With the pictures set aside, return the lines below exactly, beginning at the first and ending at the line containing "filter:drop-shadow(0 0 1px".

•••••

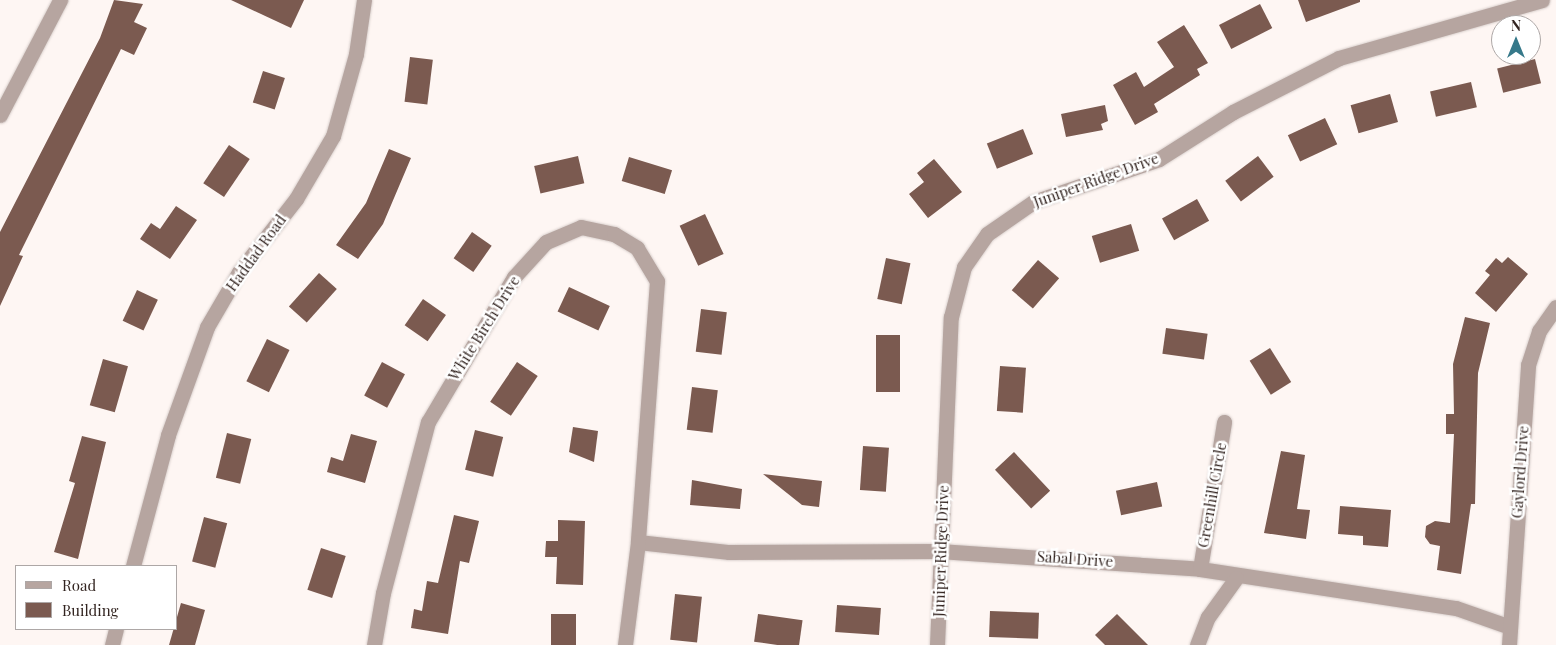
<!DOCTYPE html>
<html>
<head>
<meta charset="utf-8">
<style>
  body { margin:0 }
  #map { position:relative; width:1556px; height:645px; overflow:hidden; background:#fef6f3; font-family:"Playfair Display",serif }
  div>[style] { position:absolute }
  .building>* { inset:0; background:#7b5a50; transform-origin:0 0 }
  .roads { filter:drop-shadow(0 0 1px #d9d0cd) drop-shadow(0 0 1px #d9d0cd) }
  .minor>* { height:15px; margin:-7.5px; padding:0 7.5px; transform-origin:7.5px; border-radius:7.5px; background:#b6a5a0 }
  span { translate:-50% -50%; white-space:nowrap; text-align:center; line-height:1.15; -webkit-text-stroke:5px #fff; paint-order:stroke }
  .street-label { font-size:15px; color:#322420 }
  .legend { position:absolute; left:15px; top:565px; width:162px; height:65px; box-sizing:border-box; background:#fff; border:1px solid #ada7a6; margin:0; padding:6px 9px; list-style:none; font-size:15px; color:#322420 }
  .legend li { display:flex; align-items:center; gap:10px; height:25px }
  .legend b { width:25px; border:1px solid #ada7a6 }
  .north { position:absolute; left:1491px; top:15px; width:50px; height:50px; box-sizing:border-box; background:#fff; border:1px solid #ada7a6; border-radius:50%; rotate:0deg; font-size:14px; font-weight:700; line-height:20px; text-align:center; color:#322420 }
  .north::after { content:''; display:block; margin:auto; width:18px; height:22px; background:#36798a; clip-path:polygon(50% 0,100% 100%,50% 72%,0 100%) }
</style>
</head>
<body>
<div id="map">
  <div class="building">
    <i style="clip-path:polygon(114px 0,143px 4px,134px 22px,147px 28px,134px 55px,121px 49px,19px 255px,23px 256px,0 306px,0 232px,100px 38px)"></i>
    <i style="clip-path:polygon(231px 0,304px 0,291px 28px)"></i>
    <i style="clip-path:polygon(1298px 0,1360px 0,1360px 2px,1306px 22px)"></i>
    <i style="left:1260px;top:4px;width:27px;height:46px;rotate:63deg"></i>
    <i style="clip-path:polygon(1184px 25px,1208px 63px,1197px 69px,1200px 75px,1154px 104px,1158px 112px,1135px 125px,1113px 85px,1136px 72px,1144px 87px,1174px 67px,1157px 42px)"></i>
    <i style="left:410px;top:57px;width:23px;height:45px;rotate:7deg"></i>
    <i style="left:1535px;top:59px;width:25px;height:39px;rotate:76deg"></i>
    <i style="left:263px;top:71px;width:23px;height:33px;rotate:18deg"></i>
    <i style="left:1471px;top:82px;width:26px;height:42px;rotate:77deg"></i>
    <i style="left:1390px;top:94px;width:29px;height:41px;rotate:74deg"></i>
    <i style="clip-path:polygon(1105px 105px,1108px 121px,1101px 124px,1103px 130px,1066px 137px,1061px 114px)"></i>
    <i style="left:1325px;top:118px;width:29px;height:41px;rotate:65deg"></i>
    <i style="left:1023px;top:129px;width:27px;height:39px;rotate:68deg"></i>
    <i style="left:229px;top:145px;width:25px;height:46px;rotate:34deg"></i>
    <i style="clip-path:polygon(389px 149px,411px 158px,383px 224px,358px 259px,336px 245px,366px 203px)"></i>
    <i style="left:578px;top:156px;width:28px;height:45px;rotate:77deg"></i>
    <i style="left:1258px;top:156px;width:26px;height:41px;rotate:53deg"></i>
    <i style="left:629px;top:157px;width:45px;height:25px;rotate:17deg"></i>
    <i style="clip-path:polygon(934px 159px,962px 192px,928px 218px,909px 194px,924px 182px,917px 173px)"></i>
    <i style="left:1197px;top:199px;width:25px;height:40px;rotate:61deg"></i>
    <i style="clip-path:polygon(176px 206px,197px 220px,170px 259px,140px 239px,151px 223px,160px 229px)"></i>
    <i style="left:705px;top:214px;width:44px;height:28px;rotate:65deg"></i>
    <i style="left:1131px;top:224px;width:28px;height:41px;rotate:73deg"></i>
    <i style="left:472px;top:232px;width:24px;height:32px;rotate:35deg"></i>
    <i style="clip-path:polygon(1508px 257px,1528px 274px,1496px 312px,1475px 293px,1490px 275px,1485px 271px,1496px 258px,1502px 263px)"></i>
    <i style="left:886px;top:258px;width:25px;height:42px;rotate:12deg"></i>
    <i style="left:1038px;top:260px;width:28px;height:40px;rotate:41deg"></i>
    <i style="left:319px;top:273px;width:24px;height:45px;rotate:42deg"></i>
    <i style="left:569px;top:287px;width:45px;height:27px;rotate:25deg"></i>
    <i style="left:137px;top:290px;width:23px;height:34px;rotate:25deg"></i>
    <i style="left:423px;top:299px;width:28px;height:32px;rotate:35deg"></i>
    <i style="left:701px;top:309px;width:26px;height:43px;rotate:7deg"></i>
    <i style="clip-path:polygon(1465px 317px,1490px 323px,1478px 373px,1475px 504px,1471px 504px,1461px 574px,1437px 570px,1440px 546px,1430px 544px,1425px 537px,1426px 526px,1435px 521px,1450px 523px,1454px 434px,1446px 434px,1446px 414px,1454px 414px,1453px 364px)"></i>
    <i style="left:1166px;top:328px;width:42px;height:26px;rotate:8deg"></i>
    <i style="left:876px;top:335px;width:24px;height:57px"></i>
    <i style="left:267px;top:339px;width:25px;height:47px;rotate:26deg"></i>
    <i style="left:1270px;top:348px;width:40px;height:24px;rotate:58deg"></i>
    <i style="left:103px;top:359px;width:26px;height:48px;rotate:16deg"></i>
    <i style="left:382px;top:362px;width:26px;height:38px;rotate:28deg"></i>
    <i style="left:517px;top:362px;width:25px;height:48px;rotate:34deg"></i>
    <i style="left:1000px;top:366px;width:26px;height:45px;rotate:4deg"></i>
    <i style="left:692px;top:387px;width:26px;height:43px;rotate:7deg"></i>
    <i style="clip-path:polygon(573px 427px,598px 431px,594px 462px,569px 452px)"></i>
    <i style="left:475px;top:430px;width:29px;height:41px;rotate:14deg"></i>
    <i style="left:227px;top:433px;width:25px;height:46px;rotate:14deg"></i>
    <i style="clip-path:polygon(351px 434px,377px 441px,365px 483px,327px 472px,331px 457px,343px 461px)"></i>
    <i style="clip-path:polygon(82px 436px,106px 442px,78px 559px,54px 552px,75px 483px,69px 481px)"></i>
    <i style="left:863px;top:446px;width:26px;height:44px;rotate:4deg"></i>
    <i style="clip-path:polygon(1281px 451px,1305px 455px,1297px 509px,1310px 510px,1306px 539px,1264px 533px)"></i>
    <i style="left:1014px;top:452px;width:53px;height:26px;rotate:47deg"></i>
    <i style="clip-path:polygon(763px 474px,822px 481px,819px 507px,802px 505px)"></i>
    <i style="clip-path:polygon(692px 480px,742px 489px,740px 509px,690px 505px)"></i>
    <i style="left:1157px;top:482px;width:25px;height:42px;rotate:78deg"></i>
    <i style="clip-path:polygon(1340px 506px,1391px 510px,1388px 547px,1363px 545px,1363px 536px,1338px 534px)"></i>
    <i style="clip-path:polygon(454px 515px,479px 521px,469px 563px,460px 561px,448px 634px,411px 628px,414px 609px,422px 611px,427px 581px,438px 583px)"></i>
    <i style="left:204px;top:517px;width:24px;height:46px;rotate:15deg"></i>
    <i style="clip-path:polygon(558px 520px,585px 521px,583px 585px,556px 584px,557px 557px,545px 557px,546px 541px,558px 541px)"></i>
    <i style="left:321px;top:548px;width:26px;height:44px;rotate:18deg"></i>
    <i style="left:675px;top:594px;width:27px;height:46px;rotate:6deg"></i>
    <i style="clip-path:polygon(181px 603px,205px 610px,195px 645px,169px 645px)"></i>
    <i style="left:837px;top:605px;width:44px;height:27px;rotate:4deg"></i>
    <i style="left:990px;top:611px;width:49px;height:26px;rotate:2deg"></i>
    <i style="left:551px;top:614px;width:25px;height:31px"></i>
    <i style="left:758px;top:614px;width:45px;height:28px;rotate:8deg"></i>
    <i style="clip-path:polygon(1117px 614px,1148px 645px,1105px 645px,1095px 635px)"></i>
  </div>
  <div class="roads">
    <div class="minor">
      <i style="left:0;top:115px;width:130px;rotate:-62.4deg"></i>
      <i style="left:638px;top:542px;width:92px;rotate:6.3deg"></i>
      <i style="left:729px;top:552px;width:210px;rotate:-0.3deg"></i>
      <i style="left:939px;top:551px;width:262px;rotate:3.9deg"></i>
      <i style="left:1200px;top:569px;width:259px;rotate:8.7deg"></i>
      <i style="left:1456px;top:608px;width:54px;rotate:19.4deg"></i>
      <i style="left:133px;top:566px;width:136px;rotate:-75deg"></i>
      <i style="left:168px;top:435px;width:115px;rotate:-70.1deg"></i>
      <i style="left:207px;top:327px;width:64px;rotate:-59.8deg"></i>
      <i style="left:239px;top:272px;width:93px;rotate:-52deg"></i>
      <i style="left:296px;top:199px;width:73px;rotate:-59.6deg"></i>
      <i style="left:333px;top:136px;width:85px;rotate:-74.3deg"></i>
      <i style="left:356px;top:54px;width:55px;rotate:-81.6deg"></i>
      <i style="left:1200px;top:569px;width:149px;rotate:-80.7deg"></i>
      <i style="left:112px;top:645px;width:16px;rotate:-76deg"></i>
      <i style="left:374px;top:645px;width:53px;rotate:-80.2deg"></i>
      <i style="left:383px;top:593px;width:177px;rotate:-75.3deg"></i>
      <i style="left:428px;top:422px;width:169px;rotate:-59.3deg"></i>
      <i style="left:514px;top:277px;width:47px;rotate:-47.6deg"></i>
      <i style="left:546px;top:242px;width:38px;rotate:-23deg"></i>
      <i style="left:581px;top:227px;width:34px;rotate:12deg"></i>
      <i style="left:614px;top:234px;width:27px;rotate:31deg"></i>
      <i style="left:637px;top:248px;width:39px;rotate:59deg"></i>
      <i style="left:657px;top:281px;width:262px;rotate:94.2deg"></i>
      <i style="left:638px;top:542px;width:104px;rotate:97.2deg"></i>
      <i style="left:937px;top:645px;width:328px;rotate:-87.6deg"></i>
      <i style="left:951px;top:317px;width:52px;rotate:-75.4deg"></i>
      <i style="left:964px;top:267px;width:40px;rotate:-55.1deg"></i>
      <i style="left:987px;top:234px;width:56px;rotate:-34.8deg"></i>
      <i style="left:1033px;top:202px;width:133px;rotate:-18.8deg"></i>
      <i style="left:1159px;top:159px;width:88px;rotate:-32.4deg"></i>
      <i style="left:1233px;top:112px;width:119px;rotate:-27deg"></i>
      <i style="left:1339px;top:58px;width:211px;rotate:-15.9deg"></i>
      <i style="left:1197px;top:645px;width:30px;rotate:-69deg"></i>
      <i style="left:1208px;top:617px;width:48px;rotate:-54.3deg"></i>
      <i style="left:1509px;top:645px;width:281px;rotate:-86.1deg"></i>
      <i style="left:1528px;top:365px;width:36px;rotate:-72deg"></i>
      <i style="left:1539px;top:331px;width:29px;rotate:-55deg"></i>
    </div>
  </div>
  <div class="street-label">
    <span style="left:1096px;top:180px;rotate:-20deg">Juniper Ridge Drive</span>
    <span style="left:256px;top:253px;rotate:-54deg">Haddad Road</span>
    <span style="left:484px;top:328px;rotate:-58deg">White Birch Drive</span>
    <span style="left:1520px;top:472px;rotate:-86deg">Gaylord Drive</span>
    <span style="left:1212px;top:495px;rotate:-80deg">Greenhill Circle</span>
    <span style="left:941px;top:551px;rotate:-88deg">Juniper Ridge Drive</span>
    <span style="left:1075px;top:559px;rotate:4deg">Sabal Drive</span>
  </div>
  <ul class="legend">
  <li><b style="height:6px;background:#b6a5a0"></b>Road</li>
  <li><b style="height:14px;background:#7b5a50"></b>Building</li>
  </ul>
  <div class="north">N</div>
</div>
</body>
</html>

•••••

*RESULT OF THE TASK:*
<!DOCTYPE html>
<html>
<head>
<meta charset="utf-8">
<style>
  body { margin:0 }
  #map { position:relative; width:1556px; height:645px; overflow:hidden; background:#fef6f3; font-family:"Playfair Display",serif }
  div>[style] { position:absolute }
  .building>* { inset:0; background:#7b5a50; transform-origin:0 0 }
  .roads { filter:drop-shadow(0 0 1px #d9d0cd) drop-shadow(0 0 1px #d9d0cd) }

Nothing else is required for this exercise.